Significant changes brought about by the Patent Amendment Rules, 2016

Significant changes brought about by the Patent Amendment Rules, 2016

Following the publishing of the Draft Patent (Amendment) Rules, 2015 on October 26, 2015 for public comment and consideration, the Office of the CGPDTM has on May 14, 2016 issued a public notice on the publication of amended Patent Rules, 2003. Accordingly, the Patent (Amendment) Rules, 2016 were published in the official gazette and came into force on May 16, 2016.

The following are the significant changes brought about by the Patent Amendment Rules, 2016 :

Recognition of Start-up as an entity: The amended Draft Rules have defined ‘startups’ in accordance with the Startup India Action Plan. An entity will be eligible to be recognized as a ‘startup’ has to be less than 5 years old, with an annual turnover less than INR 25 crores in any financial year and must be working towards innovation, development, deployment or commercialization of new products, processes or services driven by technology or intellectual property. Additionally, as a measure of preventing unlawful use of the advantages for startups, the Rules state that entities that have been formed by the splitting of an existing business cannot claim to be a startup. The Amended Rules treat startups legally at par with natural individual persons. This means the fees for startups is the lowest of the three tiers of charges.

Official fees for Sequence listing: Maximum official fee for sequence listing fixed at INR 120,000 (approx. USD 1850) hence limiting the payment of fees for sequence listing to roughly 150 pages, the cost of each page being approximately USD 12. This is a great development for applicants who have had to pay a considerable per page fee in the past, which extended without any limits.
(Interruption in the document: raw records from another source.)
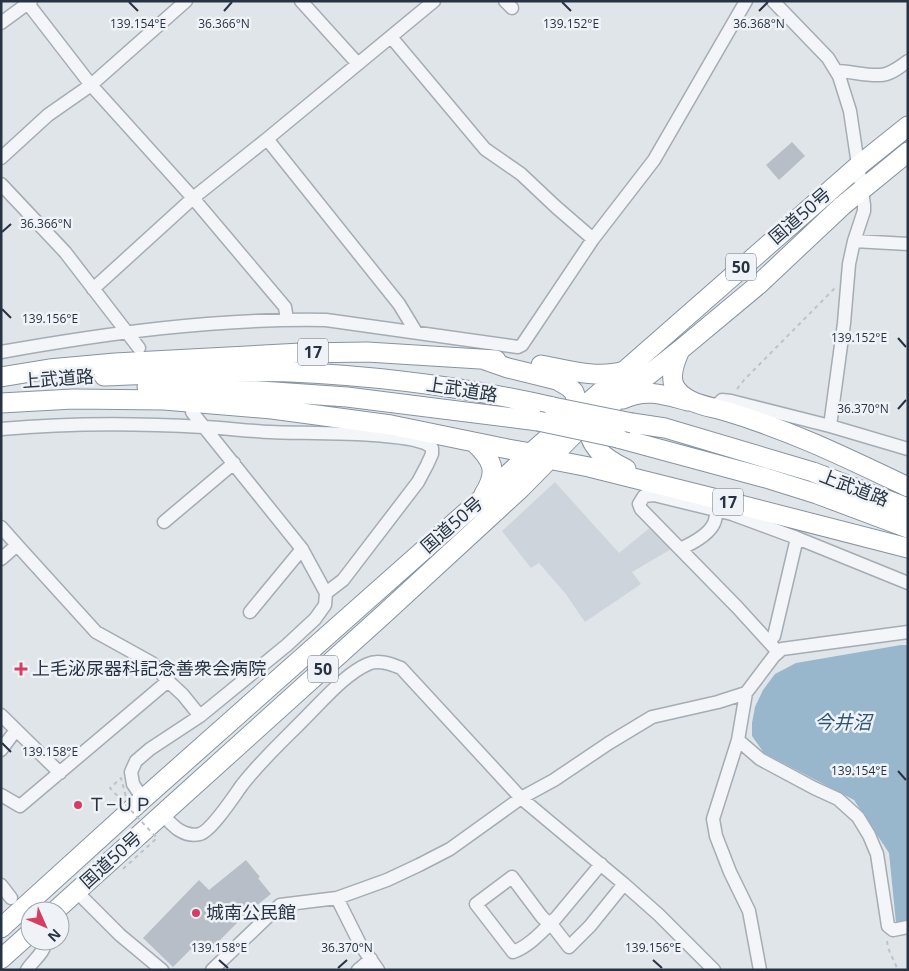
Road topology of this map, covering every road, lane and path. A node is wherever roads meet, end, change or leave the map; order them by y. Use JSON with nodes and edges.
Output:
{"nodes":[{"id":1,"x":186,"y":1,"type":"edge"},
{"id":2,"x":301,"y":1,"type":"edge"},
{"id":3,"x":434,"y":1,"type":"edge"},
{"id":4,"x":746,"y":1,"type":"edge"},
{"id":5,"x":773,"y":1,"type":"edge"},
{"id":6,"x":28,"y":2,"type":"edge"},
{"id":7,"x":1,"y":23,"type":"edge"},
{"id":8,"x":391,"y":37,"type":"junction"},
{"id":9,"x":908,"y":61,"type":"edge"},
{"id":10,"x":358,"y":64,"type":"junction"},
{"id":11,"x":836,"y":72,"type":"junction"},
{"id":12,"x":91,"y":85,"type":"junction"},
{"id":13,"x":908,"y":126,"type":"edge"},
{"id":14,"x":267,"y":139,"type":"junction"},
{"id":15,"x":908,"y":152,"type":"edge"},
{"id":16,"x":1,"y":158,"type":"edge"},
{"id":17,"x":858,"y":166,"type":"junction"},
{"id":18,"x":1,"y":184,"type":"edge"},
{"id":19,"x":861,"y":189,"type":"junction"},
{"id":20,"x":193,"y":198,"type":"junction"},
{"id":21,"x":593,"y":239,"type":"junction"},
{"id":22,"x":854,"y":240,"type":"junction"},
{"id":23,"x":908,"y":244,"type":"edge"},
{"id":24,"x":848,"y":279,"type":"junction"},
{"id":25,"x":93,"y":289,"type":"junction"},
{"id":26,"x":287,"y":320,"type":"junction"},
{"id":27,"x":416,"y":332,"type":"junction"},
{"id":28,"x":128,"y":333,"type":"junction"},
{"id":29,"x":139,"y":348,"type":"dead end"},
{"id":30,"x":680,"y":350,"type":"junction"},
{"id":31,"x":1,"y":352,"type":"edge"},
{"id":32,"x":485,"y":360,"type":"junction"},
{"id":33,"x":624,"y":371,"type":"junction"},
{"id":34,"x":1,"y":377,"type":"edge"},
{"id":35,"x":744,"y":380,"type":"dead end"},
{"id":36,"x":1,"y":382,"type":"edge"},
{"id":37,"x":1,"y":394,"type":"edge"},
{"id":38,"x":689,"y":401,"type":"junction"},
{"id":39,"x":1,"y":403,"type":"edge"},
{"id":40,"x":611,"y":405,"type":"junction"},
{"id":41,"x":718,"y":409,"type":"junction"},
{"id":42,"x":192,"y":412,"type":"dead end"},
{"id":43,"x":583,"y":417,"type":"junction"},
{"id":44,"x":830,"y":426,"type":"junction"},
{"id":45,"x":204,"y":427,"type":"junction"},
{"id":46,"x":1,"y":429,"type":"edge"},
{"id":47,"x":474,"y":442,"type":"junction"},
{"id":48,"x":908,"y":449,"type":"edge"},
{"id":49,"x":540,"y":456,"type":"junction"},
{"id":50,"x":234,"y":463,"type":"junction"},
{"id":51,"x":665,"y":487,"type":"junction"},
{"id":52,"x":908,"y":487,"type":"edge"},
{"id":53,"x":479,"y":501,"type":"junction"},
{"id":54,"x":716,"y":505,"type":"junction"},
{"id":55,"x":908,"y":508,"type":"edge"},
{"id":56,"x":164,"y":522,"type":"dead end"},
{"id":57,"x":1,"y":527,"type":"edge"},
{"id":58,"x":908,"y":528,"type":"edge"},
{"id":59,"x":797,"y":538,"type":"junction"},
{"id":60,"x":17,"y":546,"type":"junction"},
{"id":61,"x":908,"y":548,"type":"edge"},
{"id":62,"x":302,"y":549,"type":"junction"},
{"id":63,"x":680,"y":550,"type":"junction"},
{"id":64,"x":1,"y":559,"type":"edge"},
{"id":65,"x":908,"y":583,"type":"edge"},
{"id":66,"x":326,"y":593,"type":"junction"},
{"id":67,"x":250,"y":612,"type":"dead end"},
{"id":68,"x":908,"y":632,"type":"edge"},
{"id":69,"x":769,"y":642,"type":"junction"},
{"id":70,"x":778,"y":652,"type":"junction"},
{"id":71,"x":168,"y":681,"type":"junction"},
{"id":72,"x":746,"y":693,"type":"junction"},
{"id":73,"x":1,"y":714,"type":"edge"},
{"id":74,"x":200,"y":716,"type":"junction"},
{"id":75,"x":16,"y":730,"type":"junction"},
{"id":76,"x":738,"y":740,"type":"junction"},
{"id":77,"x":1,"y":750,"type":"edge"},
{"id":78,"x":60,"y":773,"type":"junction"},
{"id":79,"x":1,"y":794,"type":"edge"},
{"id":80,"x":135,"y":798,"type":"junction"},
{"id":81,"x":521,"y":798,"type":"junction"},
{"id":82,"x":162,"y":814,"type":"junction"},
{"id":83,"x":601,"y":864,"type":"junction"},
{"id":84,"x":123,"y":869,"type":"dead end"},
{"id":85,"x":624,"y":884,"type":"junction"},
{"id":86,"x":1,"y":885,"type":"edge"},
{"id":87,"x":76,"y":892,"type":"junction"},
{"id":88,"x":11,"y":898,"type":"dead end"},
{"id":89,"x":337,"y":898,"type":"junction"},
{"id":90,"x":66,"y":901,"type":"edge"},
{"id":91,"x":550,"y":924,"type":"junction"},
{"id":92,"x":1,"y":928,"type":"edge"},
{"id":93,"x":908,"y":928,"type":"edge"},
{"id":94,"x":890,"y":929,"type":"junction"},
{"id":95,"x":20,"y":942,"type":"edge"},
{"id":96,"x":42,"y":951,"type":"edge"},
{"id":97,"x":1,"y":959,"type":"edge"},
{"id":98,"x":375,"y":965,"type":"edge"},
{"id":99,"x":27,"y":970,"type":"edge"},
{"id":100,"x":162,"y":970,"type":"edge"},
{"id":101,"x":212,"y":970,"type":"edge"},
{"id":102,"x":358,"y":970,"type":"edge"},
{"id":103,"x":714,"y":970,"type":"edge"},
{"id":104,"x":760,"y":970,"type":"edge"},
{"id":105,"x":898,"y":970,"type":"edge"}],
"edges":[{"from":1,"to":12,"type":"street"},
{"from":2,"to":10,"type":"street"},
{"from":3,"to":8,"type":"street"},
{"from":4,"to":21,"type":"street"},
{"from":5,"to":11,"type":"street"},
{"from":6,"to":7,"type":"street"},
{"from":6,"to":12,"type":"street"},
{"from":8,"to":10,"type":"street"},
{"from":8,"to":21,"type":"street"},
{"from":9,"to":11,"type":"street"},
{"from":10,"to":14,"type":"street"},
{"from":11,"to":17,"type":"street"},
{"from":12,"to":16,"type":"street"},
{"from":12,"to":20,"type":"street"},
{"from":13,"to":17,"type":"highway","name":"国道50号","number":"50"},
{"from":14,"to":20,"type":"street"},
{"from":14,"to":27,"type":"street"},
{"from":15,"to":19,"type":"highway","name":"国道50号","number":"50"},
{"from":17,"to":19,"type":"street"},
{"from":17,"to":33,"type":"highway","name":"国道50号","number":"50"},
{"from":18,"to":25,"type":"street"},
{"from":19,"to":22,"type":"street"},
{"from":19,"to":30,"type":"highway","name":"国道50号","number":"50"},
{"from":20,"to":25,"type":"street"},
{"from":20,"to":26,"type":"street"},
{"from":21,"to":27,"type":"street"},
{"from":22,"to":23,"type":"street"},
{"from":22,"to":24,"type":"street"},
{"from":24,"to":35,"type":"path"},
{"from":24,"to":44,"type":"street"},
{"from":25,"to":28,"type":"street"},
{"from":26,"to":27,"type":"street"},
{"from":26,"to":28,"type":"street"},
{"from":28,"to":29,"type":"street"},
{"from":28,"to":31,"type":"street"},
{"from":30,"to":38,"type":"highway"},
{"from":30,"to":40,"type":"highway","name":"国道50号","number":"50"},
{"from":32,"to":33,"type":"highway","number":"17"},
{"from":32,"to":34,"type":"highway","number":"17"},
{"from":32,"to":43,"type":"highway","number":"17"},
{"from":33,"to":43,"type":"highway","name":"国道50号","number":"50"},
{"from":36,"to":55,"type":"highway","name":"上武道路","number":"17","bridge":true},
{"from":37,"to":58,"type":"highway","name":"上武道路","number":"17","bridge":true},
{"from":38,"to":40,"type":"highway"},
{"from":38,"to":41,"type":"highway"},
{"from":39,"to":47,"type":"highway","number":"17"},
{"from":40,"to":43,"type":"highway","name":"国道50号","number":"50"},
{"from":41,"to":44,"type":"street"},
{"from":41,"to":52,"type":"highway"},
{"from":42,"to":45,"type":"street"},
{"from":43,"to":49,"type":"highway","name":"国道50号","number":"50"},
{"from":43,"to":51,"type":"highway"},
{"from":44,"to":48,"type":"street"},
{"from":45,"to":46,"type":"street"},
{"from":45,"to":50,"type":"street"},
{"from":45,"to":66,"type":"street"},
{"from":47,"to":49,"type":"highway","number":"17"},
{"from":47,"to":53,"type":"highway"},
{"from":49,"to":51,"type":"highway","number":"17"},
{"from":49,"to":53,"type":"highway","name":"国道50号","number":"50"},
{"from":49,"to":82,"type":"highway","name":"国道50号","number":"50"},
{"from":50,"to":56,"type":"street"},
{"from":50,"to":62,"type":"street"},
{"from":51,"to":54,"type":"highway","number":"17"},
{"from":53,"to":80,"type":"highway","name":"国道50号","number":"50"},
{"from":54,"to":59,"type":"street"},
{"from":54,"to":61,"type":"highway","number":"17"},
{"from":54,"to":63,"type":"street"},
{"from":54,"to":63,"type":"street"},
{"from":57,"to":60,"type":"street"},
{"from":59,"to":65,"type":"street"},
{"from":59,"to":69,"type":"street"},
{"from":60,"to":64,"type":"street"},
{"from":60,"to":71,"type":"street"},
{"from":62,"to":66,"type":"street"},
{"from":62,"to":67,"type":"street"},
{"from":63,"to":69,"type":"street"},
{"from":66,"to":74,"type":"street"},
{"from":68,"to":70,"type":"street"},
{"from":69,"to":70,"type":"street"},
{"from":70,"to":72,"type":"street"},
{"from":71,"to":74,"type":"street"},
{"from":71,"to":78,"type":"street"},
{"from":72,"to":76,"type":"street"},
{"from":72,"to":81,"type":"street"},
{"from":73,"to":75,"type":"street"},
{"from":74,"to":80,"type":"street"},
{"from":75,"to":77,"type":"street"},
{"from":75,"to":78,"type":"street"},
{"from":76,"to":94,"type":"street"},
{"from":76,"to":104,"type":"street"},
{"from":78,"to":79,"type":"street"},
{"from":80,"to":84,"type":"path","bridge":true},
{"from":80,"to":92,"type":"highway","name":"国道50号","number":"50"},
{"from":81,"to":82,"type":"street"},
{"from":81,"to":83,"type":"street"},
{"from":81,"to":89,"type":"street"},
{"from":82,"to":87,"type":"highway","name":"国道50号","number":"50"},
{"from":83,"to":85,"type":"street"},
{"from":83,"to":91,"type":"street"},
{"from":85,"to":91,"type":"street"},
{"from":85,"to":103,"type":"street"},
{"from":86,"to":88,"type":"street"},
{"from":87,"to":90,"type":"highway","name":"国道50号","number":"50"},
{"from":87,"to":100,"type":"street"},
{"from":89,"to":98,"type":"street"},
{"from":89,"to":101,"type":"street"},
{"from":91,"to":91,"type":"street"},
{"from":93,"to":94,"type":"street"},
{"from":94,"to":105,"type":"path"},
{"from":95,"to":97,"type":"highway"},
{"from":96,"to":99,"type":"street"},
{"from":98,"to":102,"type":"street"}]}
Filing response to First Examination Report: The time period for filing a response the First Examination Report has been reduced to 6 months from 12 months from the date of the First Examination Report for those applications where the First Examination Report was issued on or after the 16th of May 2016. For the applications where it was issued prior to the 16th the earlier period of 12 months applies. The deadline to file the response can be extended by 3 months, by making an appropriate request along with prescribed prior to the expiry of the six-month period.

 Expedited Examination: Request for Expedited examination of the patent application can be made by an applicant when India is selected as International Searching Authority (ISA) or as International Preliminary Examining Authority (IPEA) in the corresponding international patent application or when the applicant is a start up as defined by the said rules. A regular request for examination can be converted to an expedited one by paying the remaining fee. If accepted the First Examination Report shall be issued in three and a half months and the deadline to reply to the same is within 6 months from the date of issuance of the First Examination Report. An extension of 3 months can be requested prior to the expiry of the six-month period. The Controller shall dispose of the application within a period of three months from the date of receipt of the last reply to the first statement of objections or within a period of three months from the last date to put the application in order for grant The Controller can however restrict the number of requests for expedited examinations that could be received during the year.

Amendment to the International Patent Application: In order to help applicants filing National Phase Entries avoid paying excess official fees for claims that are not likely to be granted in India, applicants can now include amendments made under Article 19 or article 34 of PCT. The rules allow the applicant to delete the claims in accordance to Rule 14.

Refund of excess fee: The rules provides for refund of any excess fee in the event that the fee was paid more than once during the online filing process. Refund of the fee upon withdrawal of the application by filing a request under Form 29 is possible in respect of applications for which the request for examination has been filed, and the first statement of objection has not been issued.

Hearings through Video Conferencing and adjournments: Hearings to be held through video conferencing or similar means of communication. This system will help especially those applicants who are not in India, as well as speed up the process, as this would reduce the number of adjournments caused by the unavailability of the applicant/counsel.

Request for adjournment of hearing needs to be made 3 days prior to the date of hearing. The number of adjournments are limited to two with each adjournment not exceeding 30 days. Filing of written submissions subsequent to hearing needs to be made within 15 days from the date of hearing.

Electronic submission of documents: In order to keep up with the times, the Rules provide that the patent agent/applicant should file all the required documents electronically.  The original documents have to be filed with the patent office within 15 days of filing the requests.

Power of Attorney: The Power of Attorney should be filed with the patent office within 3 months from the date of filing the application. No action will be taken on the application until the original POA is filed.

The recognition of the importance of using technology, be it by making electronic form submission mandatory and providing for hearing via video conference shows how India is moving towards digitization. The new set of rules appear to be quite beneficial to applicants and startups in particular. It also shifts the onus of reducing delays onto applicants a bit, from the reduction of the timeline to file a response and limiting adjournments. The rules are a step in the right direction for patent applicants in India.